DuPont filed two lawsuits a year ago, one against Heraeus and one against its customer SolarWorld, based in Oregon for claimed patent infringement.
Recently, Heraeus lost its motion to have the Oregon case dropped and Du Pont was granted a trial by jury.
However, Heraeus has claimed in statement that DuPont “was forced to narrow its claim, conceding that Heraeus' commercially available products do not literally infringe DuPont's patent.”
In response, DuPont said in a statement that Heraeus' motion did not narrow DuPont's case.
“The Court rejected every part of Heraeus' argument, finding that Heraeus' position “is overly simplistic and ignores recent Federal Circuit case law.” That Court also ruled that DuPont is entitled to a jury trial as to infringement, saying that “t is apparent to the court from the record already existing in this case that there are genuine factual issues as to whether Heraeus' accused products infringe the '504 patent . . . .”
Yet, Heraeus referenced in its statement that: “DuPont's counsel stated on the record, 'We do not assert literal infringement as to any of the products that are at issue in Heraeus' motion.
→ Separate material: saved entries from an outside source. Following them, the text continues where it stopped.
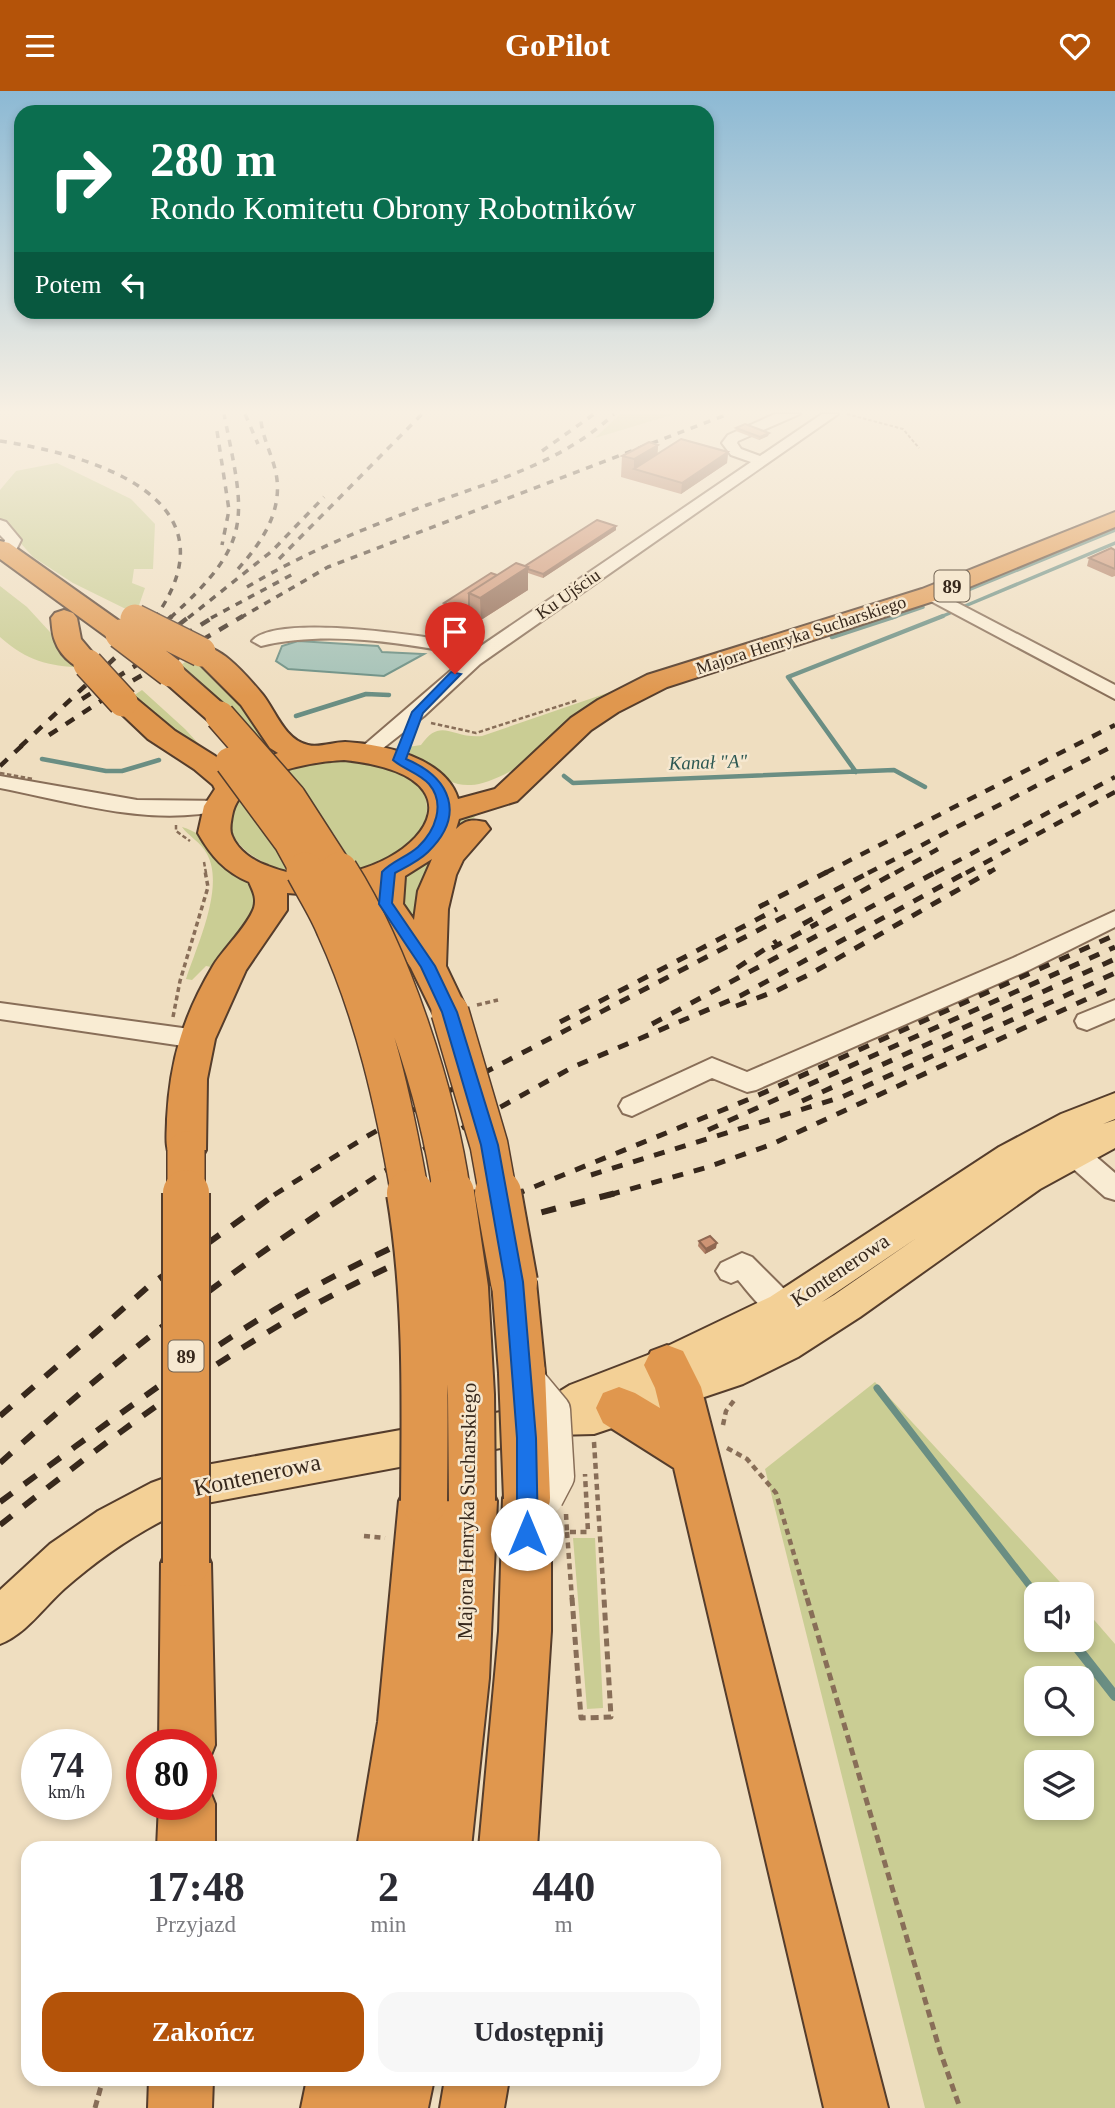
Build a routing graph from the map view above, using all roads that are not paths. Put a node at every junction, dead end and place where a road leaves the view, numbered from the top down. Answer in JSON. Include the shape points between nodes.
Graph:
{"nodes":[{"id":1,"x":693,"y":508,"type":"edge"},
{"id":2,"x":1115,"y":519,"type":"edge"},
{"id":3,"x":0,"y":525,"type":"edge"},
{"id":4,"x":2,"y":557,"type":"edge"},
{"id":5,"x":931,"y":594,"type":"junction"},
{"id":6,"x":67,"y":608,"type":"junction"},
{"id":7,"x":112,"y":641,"type":"junction"},
{"id":8,"x":261,"y":641,"type":"dead end"},
{"id":9,"x":485,"y":652,"type":"junction"},
{"id":10,"x":1115,"y":693,"type":"edge"},
{"id":11,"x":418,"y":712,"type":"junction"},
{"id":12,"x":366,"y":752,"type":"junction"},
{"id":13,"x":304,"y":755,"type":"junction"},
{"id":14,"x":399,"y":760,"type":"junction"},
{"id":15,"x":540,"y":760,"type":"junction"},
{"id":16,"x":0,"y":782,"type":"edge"},
{"id":17,"x":506,"y":795,"type":"junction"},
{"id":18,"x":443,"y":803,"type":"junction"},
{"id":19,"x":212,"y":825,"type":"junction"},
{"id":20,"x":389,"y":872,"type":"junction"},
{"id":21,"x":263,"y":877,"type":"junction"},
{"id":22,"x":1115,"y":918,"type":"edge"},
{"id":23,"x":428,"y":966,"type":"junction"},
{"id":24,"x":1115,"y":1008,"type":"edge"},
{"id":25,"x":0,"y":1011,"type":"edge"},
{"id":26,"x":1087,"y":1021,"type":"dead end"},
{"id":27,"x":184,"y":1030,"type":"junction"},
{"id":28,"x":1115,"y":1105,"type":"edge"},
{"id":29,"x":632,"y":1106,"type":"dead end"},
{"id":30,"x":1115,"y":1133,"type":"edge"},
{"id":31,"x":1063,"y":1143,"type":"junction"},
{"id":32,"x":1115,"y":1189,"type":"edge"},
{"id":33,"x":731,"y":1271,"type":"dead end"},
{"id":34,"x":783,"y":1308,"type":"junction"},
{"id":35,"x":673,"y":1376,"type":"junction"},
{"id":36,"x":555,"y":1417,"type":"junction"},
{"id":37,"x":606,"y":1421,"type":"junction"},
{"id":38,"x":706,"y":1449,"type":"junction"},
{"id":39,"x":448,"y":1501,"type":"junction"},
{"id":40,"x":0,"y":1622,"type":"edge"},
{"id":41,"x":187,"y":1729,"type":"edge"},
{"id":42,"x":187,"y":1820,"type":"edge"},
{"id":43,"x":186,"y":1841,"type":"edge"},
{"id":44,"x":387,"y":1841,"type":"edge"},
{"id":45,"x":443,"y":1841,"type":"edge"},
{"id":46,"x":509,"y":1841,"type":"edge"},
{"id":47,"x":181,"y":2086,"type":"edge"},
{"id":48,"x":338,"y":2086,"type":"edge"},
{"id":49,"x":401,"y":2086,"type":"edge"},
{"id":50,"x":476,"y":2086,"type":"edge"},
{"id":51,"x":180,"y":2108,"type":"edge"},
{"id":52,"x":333,"y":2108,"type":"edge"},
{"id":53,"x":396,"y":2108,"type":"edge"},
{"id":54,"x":472,"y":2108,"type":"edge"},
{"id":55,"x":856,"y":2108,"type":"edge"}],
"edges":[{"from":1,"to":9,"type":"street","name":"Ku Ujściu"},
{"from":2,"to":5,"type":"highway","name":"Majora Henryka Sucharskiego","number":"89"},
{"from":3,"to":4,"type":"street","via":[[13,540]]},
{"from":4,"to":6,"type":"highway","name":"Majora Henryka Sucharskiego"},
{"from":5,"to":10,"type":"street"},
{"from":5,"to":15,"type":"highway","name":"Majora Henryka Sucharskiego","number":"89","via":[[657,681],[608,706]]},
{"from":6,"to":7,"type":"highway","name":"Majora Henryka Sucharskiego"},
{"from":6,"to":7,"type":"highway","via":[[68,641]]},
{"from":7,"to":13,"type":"highway","bridge":true,"via":[[201,652],[252,699],[280,743]]},
{"from":7,"to":19,"type":"highway","bridge":true,"via":[[123,702],[227,781]]},
{"from":7,"to":39,"type":"highway","name":"Majora Henryka Sucharskiego","bridge":true,"via":[[207,721],[299,858],[348,955],[382,1053],[406,1160],[422,1286],[426,1376]]},
{"from":8,"to":9,"type":"street","via":[[273,634],[332,634]]},
{"from":9,"to":11,"type":"street","name":"Ku Ujściu","via":[[455,674]]},
{"from":11,"to":12,"type":"street","name":"Ku Ujściu"},
{"from":11,"to":14,"type":"street","name":"Ku Ujściu"},
{"from":12,"to":13,"type":"highway"},
{"from":12,"to":14,"type":"highway"},
{"from":13,"to":19,"type":"highway","via":[[258,771]]},
{"from":14,"to":18,"type":"highway","via":[[423,773]]},
{"from":15,"to":17,"type":"highway","name":"Majora Henryka Sucharskiego","number":"89"},
{"from":15,"to":18,"type":"highway","name":"Majora Henryka Sucharskiego","number":"89"},
{"from":16,"to":19,"type":"street","via":[[29,783],[131,806],[149,815]]},
{"from":17,"to":18,"type":"highway","name":"Majora Henryka Sucharskiego"},
{"from":17,"to":23,"type":"highway","number":"89","via":[[447,858],[434,885]]},
{"from":18,"to":20,"type":"highway","via":[[433,838]]},
{"from":19,"to":21,"type":"highway","via":[[229,855]]},
{"from":20,"to":21,"type":"highway","via":[[327,885]]},
{"from":20,"to":23,"type":"highway","via":[[386,904]]},
{"from":21,"to":27,"type":"highway","number":"89","via":[[272,897],[270,910],[213,999]]},
{"from":22,"to":29,"type":"street","via":[[1021,964],[747,1083],[712,1067]]},
{"from":23,"to":46,"type":"highway","number":"89","bridge":true,"via":[[463,1008],[510,1257],[522,1373],[548,1519]]},
{"from":24,"to":26,"type":"street"},
{"from":25,"to":27,"type":"street"},
{"from":27,"to":41,"type":"highway","number":"89","bridge":true,"via":[[188,1079]]},
{"from":28,"to":31,"type":"main road","name":"Kontenerowa"},
{"from":30,"to":31,"type":"main road","name":"Kontenerowa"},
{"from":31,"to":32,"type":"street"},
{"from":31,"to":34,"type":"main road","name":"Kontenerowa","via":[[1011,1156]]},
{"from":31,"to":35,"type":"main road","name":"Kontenerowa","via":[[987,1205],[847,1306],[784,1345],[729,1372]]},
{"from":33,"to":34,"type":"street","via":[[742,1265]]},
{"from":34,"to":35,"type":"main road","name":"Kontenerowa"},
{"from":35,"to":36,"type":"main road","name":"Kontenerowa","via":[[584,1397]]},
{"from":35,"to":37,"type":"main road","name":"Kontenerowa"},
{"from":35,"to":38,"type":"highway"},
{"from":36,"to":37,"type":"main road","name":"Kontenerowa","via":[[594,1416]]},
{"from":36,"to":40,"type":"main road","name":"Kontenerowa","via":[[217,1480],[167,1496],[109,1527],[62,1560]]},
{"from":37,"to":38,"type":"highway"},
{"from":38,"to":55,"type":"highway"},
{"from":39,"to":44,"type":"highway","name":"Majora Henryka Sucharskiego","via":[[413,1650]]},
{"from":39,"to":45,"type":"highway","name":"Majora Henryka Sucharskiego","via":[[462,1678]]},
{"from":42,"to":43,"type":"highway"},
{"from":47,"to":51,"type":"highway"},
{"from":48,"to":52,"type":"highway"},
{"from":49,"to":53,"type":"highway"},
{"from":50,"to":54,"type":"highway"}]}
So that theory is simply not part of the case.' This means that DuPont's allegations are now limited to a much weaker theory called the doctrine of equivalents, where the accused products do not fall within the literal scope of the patent-at-issue but are alleged to be similar enough for a finding of infringement.”
DuPont believes that documentation already presented to the court proved sufficient for Heraeus' motion to be denied.
“Heraeus tried to end this lawsuit early, but the Court agreed with DuPont,” said Darren Haar, global business director, DuPont Microcircuit Materials. “We will continue to enforce our intellectual property where we find infringement.”
Proceedings are expected to begin in the first case in October, 2014. A date for the case in Oregon has yet to be released.